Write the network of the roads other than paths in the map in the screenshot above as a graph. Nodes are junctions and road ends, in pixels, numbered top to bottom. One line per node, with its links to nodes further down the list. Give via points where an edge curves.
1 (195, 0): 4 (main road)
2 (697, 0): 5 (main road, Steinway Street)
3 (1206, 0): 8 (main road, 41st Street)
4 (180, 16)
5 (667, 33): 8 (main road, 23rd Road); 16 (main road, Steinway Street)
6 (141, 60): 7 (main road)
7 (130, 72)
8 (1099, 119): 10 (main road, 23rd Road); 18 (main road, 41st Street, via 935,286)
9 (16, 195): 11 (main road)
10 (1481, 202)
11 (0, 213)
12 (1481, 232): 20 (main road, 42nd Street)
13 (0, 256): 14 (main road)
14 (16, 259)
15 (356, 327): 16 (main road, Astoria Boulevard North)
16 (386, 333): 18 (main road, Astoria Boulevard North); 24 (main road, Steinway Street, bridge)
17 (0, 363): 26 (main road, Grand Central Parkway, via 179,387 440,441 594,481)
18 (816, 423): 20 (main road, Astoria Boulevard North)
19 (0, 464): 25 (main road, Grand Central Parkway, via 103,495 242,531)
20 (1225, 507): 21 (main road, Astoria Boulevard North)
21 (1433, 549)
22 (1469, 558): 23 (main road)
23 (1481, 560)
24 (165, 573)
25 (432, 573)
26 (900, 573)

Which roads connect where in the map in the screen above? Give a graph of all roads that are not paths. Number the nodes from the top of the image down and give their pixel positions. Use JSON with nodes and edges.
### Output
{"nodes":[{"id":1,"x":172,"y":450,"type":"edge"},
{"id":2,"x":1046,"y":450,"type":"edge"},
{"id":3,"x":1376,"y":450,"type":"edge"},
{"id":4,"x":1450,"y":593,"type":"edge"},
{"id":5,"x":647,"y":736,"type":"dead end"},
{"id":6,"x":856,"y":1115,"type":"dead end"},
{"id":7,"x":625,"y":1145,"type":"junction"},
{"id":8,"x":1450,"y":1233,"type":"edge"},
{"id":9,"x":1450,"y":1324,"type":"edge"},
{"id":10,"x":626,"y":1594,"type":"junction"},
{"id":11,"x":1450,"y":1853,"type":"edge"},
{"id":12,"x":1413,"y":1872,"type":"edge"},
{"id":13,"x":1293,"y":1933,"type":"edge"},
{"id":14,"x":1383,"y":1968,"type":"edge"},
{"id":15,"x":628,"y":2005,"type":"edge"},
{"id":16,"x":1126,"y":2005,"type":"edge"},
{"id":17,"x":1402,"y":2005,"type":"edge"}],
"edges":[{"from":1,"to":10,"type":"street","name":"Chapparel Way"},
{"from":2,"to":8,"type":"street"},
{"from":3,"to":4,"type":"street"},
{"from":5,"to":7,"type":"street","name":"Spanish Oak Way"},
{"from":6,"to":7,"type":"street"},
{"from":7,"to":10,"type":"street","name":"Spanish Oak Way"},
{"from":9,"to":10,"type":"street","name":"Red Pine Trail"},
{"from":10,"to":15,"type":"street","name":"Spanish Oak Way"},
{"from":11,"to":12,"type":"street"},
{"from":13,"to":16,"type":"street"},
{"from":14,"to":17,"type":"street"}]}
#####
Exercise objective -> Your answer must be an exact copy of all the entries.

Exercise answer ->
Write the network of the roads other than paths in the map in the screenshot above as a graph. Nodes are junctions and road ends, in pixels, numbered top to bottom. One line per node, with its links to nodes further down the list. Give via points where an edge curves.
1 (195, 0): 4 (main road)
2 (697, 0): 5 (main road, Steinway Street)
3 (1206, 0): 8 (main road, 41st Street)
4 (180, 16)
5 (667, 33): 8 (main road, 23rd Road); 16 (main road, Steinway Street)
6 (141, 60): 7 (main road)
7 (130, 72)
8 (1099, 119): 10 (main road, 23rd Road); 18 (main road, 41st Street, via 935,286)
9 (16, 195): 11 (main road)
10 (1481, 202)
11 (0, 213)
12 (1481, 232): 20 (main road, 42nd Street)
13 (0, 256): 14 (main road)
14 (16, 259)
15 (356, 327): 16 (main road, Astoria Boulevard North)
16 (386, 333): 18 (main road, Astoria Boulevard North); 24 (main road, Steinway Street, bridge)
17 (0, 363): 26 (main road, Grand Central Parkway, via 179,387 440,441 594,481)
18 (816, 423): 20 (main road, Astoria Boulevard North)
19 (0, 464): 25 (main road, Grand Central Parkway, via 103,495 242,531)
20 (1225, 507): 21 (main road, Astoria Boulevard North)
21 (1433, 549)
22 (1469, 558): 23 (main road)
23 (1481, 560)
24 (165, 573)
25 (432, 573)
26 (900, 573)

Which roads connect where in the map in the screen above? Give a graph of all roads that are not paths. Number the nodes from the top of the image down and give their pixel positions. Use JSON with nodes and edges.
### Output
{"nodes":[{"id":1,"x":172,"y":450,"type":"edge"},
{"id":2,"x":1046,"y":450,"type":"edge"},
{"id":3,"x":1376,"y":450,"type":"edge"},
{"id":4,"x":1450,"y":593,"type":"edge"},
{"id":5,"x":647,"y":736,"type":"dead end"},
{"id":6,"x":856,"y":1115,"type":"dead end"},
{"id":7,"x":625,"y":1145,"type":"junction"},
{"id":8,"x":1450,"y":1233,"type":"edge"},
{"id":9,"x":1450,"y":1324,"type":"edge"},
{"id":10,"x":626,"y":1594,"type":"junction"},
{"id":11,"x":1450,"y":1853,"type":"edge"},
{"id":12,"x":1413,"y":1872,"type":"edge"},
{"id":13,"x":1293,"y":1933,"type":"edge"},
{"id":14,"x":1383,"y":1968,"type":"edge"},
{"id":15,"x":628,"y":2005,"type":"edge"},
{"id":16,"x":1126,"y":2005,"type":"edge"},
{"id":17,"x":1402,"y":2005,"type":"edge"}],
"edges":[{"from":1,"to":10,"type":"street","name":"Chapparel Way"},
{"from":2,"to":8,"type":"street"},
{"from":3,"to":4,"type":"street"},
{"from":5,"to":7,"type":"street","name":"Spanish Oak Way"},
{"from":6,"to":7,"type":"street"},
{"from":7,"to":10,"type":"street","name":"Spanish Oak Way"},
{"from":9,"to":10,"type":"street","name":"Red Pine Trail"},
{"from":10,"to":15,"type":"street","name":"Spanish Oak Way"},
{"from":11,"to":12,"type":"street"},
{"from":13,"to":16,"type":"street"},
{"from":14,"to":17,"type":"street"}]}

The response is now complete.